Start. As if this is going to be a thing. As if she is going to bare her soul to this man, who seems to think that a court order makes him her lost-lost grandfather or uncle or something, and spill her darkest secrets. As if they are going to do cozy dream-shares over the breakfast table like they live in some non-euthanasia-happy version of The Giver. (Stonegate has a library, okay? Prison sentences are too long not to read.) As if he could possibly understand, even if she did tell him.
Except, he just might…she thinks…she can't be sure… not without using her gift, and she can't, won't, not again.
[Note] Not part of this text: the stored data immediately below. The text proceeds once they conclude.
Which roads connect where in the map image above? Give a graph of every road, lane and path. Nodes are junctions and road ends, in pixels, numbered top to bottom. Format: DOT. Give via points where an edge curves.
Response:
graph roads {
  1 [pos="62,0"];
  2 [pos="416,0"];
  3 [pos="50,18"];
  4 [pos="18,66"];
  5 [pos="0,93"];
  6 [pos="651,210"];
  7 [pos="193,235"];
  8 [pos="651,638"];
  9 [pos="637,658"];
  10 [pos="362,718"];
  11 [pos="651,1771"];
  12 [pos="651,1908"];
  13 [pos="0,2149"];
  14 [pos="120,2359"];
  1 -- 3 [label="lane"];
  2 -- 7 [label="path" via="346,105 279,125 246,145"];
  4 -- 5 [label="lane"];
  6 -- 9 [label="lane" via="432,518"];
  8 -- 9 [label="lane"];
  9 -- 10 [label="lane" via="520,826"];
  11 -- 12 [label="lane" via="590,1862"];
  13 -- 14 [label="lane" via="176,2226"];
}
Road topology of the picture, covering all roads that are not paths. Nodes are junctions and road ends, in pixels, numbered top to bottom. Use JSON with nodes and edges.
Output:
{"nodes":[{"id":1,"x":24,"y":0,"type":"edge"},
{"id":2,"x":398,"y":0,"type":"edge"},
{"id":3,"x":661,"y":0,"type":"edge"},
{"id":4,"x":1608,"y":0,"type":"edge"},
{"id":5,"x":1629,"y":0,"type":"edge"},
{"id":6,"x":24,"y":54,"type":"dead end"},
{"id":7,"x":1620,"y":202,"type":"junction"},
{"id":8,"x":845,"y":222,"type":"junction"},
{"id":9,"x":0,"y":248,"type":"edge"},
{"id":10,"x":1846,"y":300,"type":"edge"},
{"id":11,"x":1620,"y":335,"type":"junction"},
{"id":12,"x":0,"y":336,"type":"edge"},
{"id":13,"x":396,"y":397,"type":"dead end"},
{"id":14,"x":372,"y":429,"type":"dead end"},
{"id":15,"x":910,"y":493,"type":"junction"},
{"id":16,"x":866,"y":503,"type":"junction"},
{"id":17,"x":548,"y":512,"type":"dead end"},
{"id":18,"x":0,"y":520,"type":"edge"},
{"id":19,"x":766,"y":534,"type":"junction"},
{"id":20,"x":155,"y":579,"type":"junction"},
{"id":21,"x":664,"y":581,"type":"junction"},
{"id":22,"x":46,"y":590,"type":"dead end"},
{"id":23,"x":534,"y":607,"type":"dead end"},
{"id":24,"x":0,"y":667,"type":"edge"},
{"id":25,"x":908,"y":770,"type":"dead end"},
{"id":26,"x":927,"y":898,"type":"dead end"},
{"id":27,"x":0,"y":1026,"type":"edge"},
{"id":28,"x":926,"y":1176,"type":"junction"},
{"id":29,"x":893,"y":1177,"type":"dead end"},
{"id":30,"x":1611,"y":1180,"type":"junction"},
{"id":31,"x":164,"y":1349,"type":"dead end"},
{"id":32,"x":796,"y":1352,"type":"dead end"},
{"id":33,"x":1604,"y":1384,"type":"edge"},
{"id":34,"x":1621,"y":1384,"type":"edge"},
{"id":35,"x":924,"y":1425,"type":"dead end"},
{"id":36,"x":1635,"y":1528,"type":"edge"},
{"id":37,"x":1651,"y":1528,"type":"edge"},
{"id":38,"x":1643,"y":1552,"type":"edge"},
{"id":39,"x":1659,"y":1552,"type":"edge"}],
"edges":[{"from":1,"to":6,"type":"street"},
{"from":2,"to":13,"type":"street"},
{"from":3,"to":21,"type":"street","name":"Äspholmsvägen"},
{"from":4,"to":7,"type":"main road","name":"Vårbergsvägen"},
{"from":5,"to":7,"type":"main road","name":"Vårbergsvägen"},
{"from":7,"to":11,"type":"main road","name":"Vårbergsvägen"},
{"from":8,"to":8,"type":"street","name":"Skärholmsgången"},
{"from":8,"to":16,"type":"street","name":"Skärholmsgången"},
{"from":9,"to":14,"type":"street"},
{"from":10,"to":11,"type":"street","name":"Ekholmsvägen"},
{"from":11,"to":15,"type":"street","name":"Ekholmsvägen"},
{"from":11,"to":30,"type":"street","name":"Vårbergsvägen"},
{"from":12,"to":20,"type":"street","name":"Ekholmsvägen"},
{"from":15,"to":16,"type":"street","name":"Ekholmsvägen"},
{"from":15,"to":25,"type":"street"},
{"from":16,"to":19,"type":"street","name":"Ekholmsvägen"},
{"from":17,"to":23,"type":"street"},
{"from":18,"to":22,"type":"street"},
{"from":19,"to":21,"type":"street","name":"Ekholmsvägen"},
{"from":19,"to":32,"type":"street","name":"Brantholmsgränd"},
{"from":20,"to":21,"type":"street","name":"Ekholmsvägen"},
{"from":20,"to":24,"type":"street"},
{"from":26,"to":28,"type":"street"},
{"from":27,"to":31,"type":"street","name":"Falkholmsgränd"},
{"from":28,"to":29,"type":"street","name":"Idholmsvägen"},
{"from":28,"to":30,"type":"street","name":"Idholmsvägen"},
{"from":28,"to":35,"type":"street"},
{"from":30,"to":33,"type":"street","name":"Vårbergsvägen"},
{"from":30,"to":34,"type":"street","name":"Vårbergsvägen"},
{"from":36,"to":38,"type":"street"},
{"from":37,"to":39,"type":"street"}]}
Besides, the stupid bracelet-thing would go off.
"What's there to talk about?" she says, pouring orange juice into a glass—coffee is not a Good Idea for people like her—and sitting down. "It was just a nightmare."
"What about?"
She shrugs. "Murder. Mayhem. The usual." She looks him dead in the eyes and grins.
He doesn't react. She hates that. He doesn't edge away from her glance, or fume that she's not taking him seriously. He just returns her look steadily, waiting.
No one looks her in the eyes. They're not crazy…or even if they are, they're not that crazy. No one wants to set-off the psycho-freak who can make you wish you were dead without laying a finger on you. But this guy…he just stares back at her, like he's too dumb to know what she is, like he just sees some regular girl.
She hates it.
The toast pops, giving her an excuse to get up from the table. "Look, I don't actually want to talk about this," she says. Her knife digs into the butter a little deeper than strictly necessary. "I'm not going to talk about it."
He takes a long sip of coffee. "Are the nightmares always about the same thing?"
"Are you listening to me?" she demands. A tiny sliver of butter flies off the knife and lands somewhere on the linoleum.
"Yes." He leans forward. "You said you didn't want to talk about it. It. Not them. So, if your nightmares are an it, they'll all connected to one thing, right?"
She grits her teeth. "We're not talking about it."
She can't. She won't. He can't make her. No one can.